--- EXERCISE DIRECTIONS ---
The answer is to be the full listing, unchanged in every line.

--- EXERCISE MATERIALS ---
+-------+

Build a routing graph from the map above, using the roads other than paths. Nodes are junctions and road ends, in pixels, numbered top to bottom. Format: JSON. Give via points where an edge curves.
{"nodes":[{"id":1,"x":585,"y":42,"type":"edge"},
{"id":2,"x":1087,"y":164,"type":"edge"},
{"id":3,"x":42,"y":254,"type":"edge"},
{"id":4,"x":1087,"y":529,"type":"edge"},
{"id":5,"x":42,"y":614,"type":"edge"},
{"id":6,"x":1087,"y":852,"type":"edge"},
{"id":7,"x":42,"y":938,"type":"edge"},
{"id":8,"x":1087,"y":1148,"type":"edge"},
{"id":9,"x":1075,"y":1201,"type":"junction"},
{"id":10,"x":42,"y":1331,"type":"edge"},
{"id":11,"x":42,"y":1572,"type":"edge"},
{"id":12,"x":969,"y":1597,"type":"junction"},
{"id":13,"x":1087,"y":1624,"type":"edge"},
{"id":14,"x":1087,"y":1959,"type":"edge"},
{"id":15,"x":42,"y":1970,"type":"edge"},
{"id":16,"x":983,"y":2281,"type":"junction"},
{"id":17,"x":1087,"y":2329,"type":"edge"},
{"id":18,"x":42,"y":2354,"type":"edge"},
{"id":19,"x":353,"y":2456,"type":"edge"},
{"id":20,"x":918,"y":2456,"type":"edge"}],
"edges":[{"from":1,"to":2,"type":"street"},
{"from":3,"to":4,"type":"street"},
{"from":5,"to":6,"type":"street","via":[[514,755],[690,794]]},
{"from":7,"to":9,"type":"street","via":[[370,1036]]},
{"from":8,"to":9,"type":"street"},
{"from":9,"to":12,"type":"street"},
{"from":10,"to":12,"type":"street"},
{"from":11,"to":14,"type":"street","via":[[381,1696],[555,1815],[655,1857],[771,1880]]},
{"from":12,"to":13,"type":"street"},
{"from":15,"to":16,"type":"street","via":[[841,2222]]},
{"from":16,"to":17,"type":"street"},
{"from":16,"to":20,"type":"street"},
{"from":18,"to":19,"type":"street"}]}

+-------+

--- SOLUTION BELOW ---
Build a routing graph from the map above, using the roads other than paths. Nodes are junctions and road ends, in pixels, numbered top to bottom. Format: JSON. Give via points where an edge curves.
{"nodes":[{"id":1,"x":585,"y":42,"type":"edge"},
{"id":2,"x":1087,"y":164,"type":"edge"},
{"id":3,"x":42,"y":254,"type":"edge"},
{"id":4,"x":1087,"y":529,"type":"edge"},
{"id":5,"x":42,"y":614,"type":"edge"},
{"id":6,"x":1087,"y":852,"type":"edge"},
{"id":7,"x":42,"y":938,"type":"edge"},
{"id":8,"x":1087,"y":1148,"type":"edge"},
{"id":9,"x":1075,"y":1201,"type":"junction"},
{"id":10,"x":42,"y":1331,"type":"edge"},
{"id":11,"x":42,"y":1572,"type":"edge"},
{"id":12,"x":969,"y":1597,"type":"junction"},
{"id":13,"x":1087,"y":1624,"type":"edge"},
{"id":14,"x":1087,"y":1959,"type":"edge"},
{"id":15,"x":42,"y":1970,"type":"edge"},
{"id":16,"x":983,"y":2281,"type":"junction"},
{"id":17,"x":1087,"y":2329,"type":"edge"},
{"id":18,"x":42,"y":2354,"type":"edge"},
{"id":19,"x":353,"y":2456,"type":"edge"},
{"id":20,"x":918,"y":2456,"type":"edge"}],
"edges":[{"from":1,"to":2,"type":"street"},
{"from":3,"to":4,"type":"street"},
{"from":5,"to":6,"type":"street","via":[[514,755],[690,794]]},
{"from":7,"to":9,"type":"street","via":[[370,1036]]},
{"from":8,"to":9,"type":"street"},
{"from":9,"to":12,"type":"street"},
{"from":10,"to":12,"type":"street"},
{"from":11,"to":14,"type":"street","via":[[381,1696],[555,1815],[655,1857],[771,1880]]},
{"from":12,"to":13,"type":"street"},
{"from":15,"to":16,"type":"street","via":[[841,2222]]},
{"from":16,"to":17,"type":"street"},
{"from":16,"to":20,"type":"street"},
{"from":18,"to":19,"type":"street"}]}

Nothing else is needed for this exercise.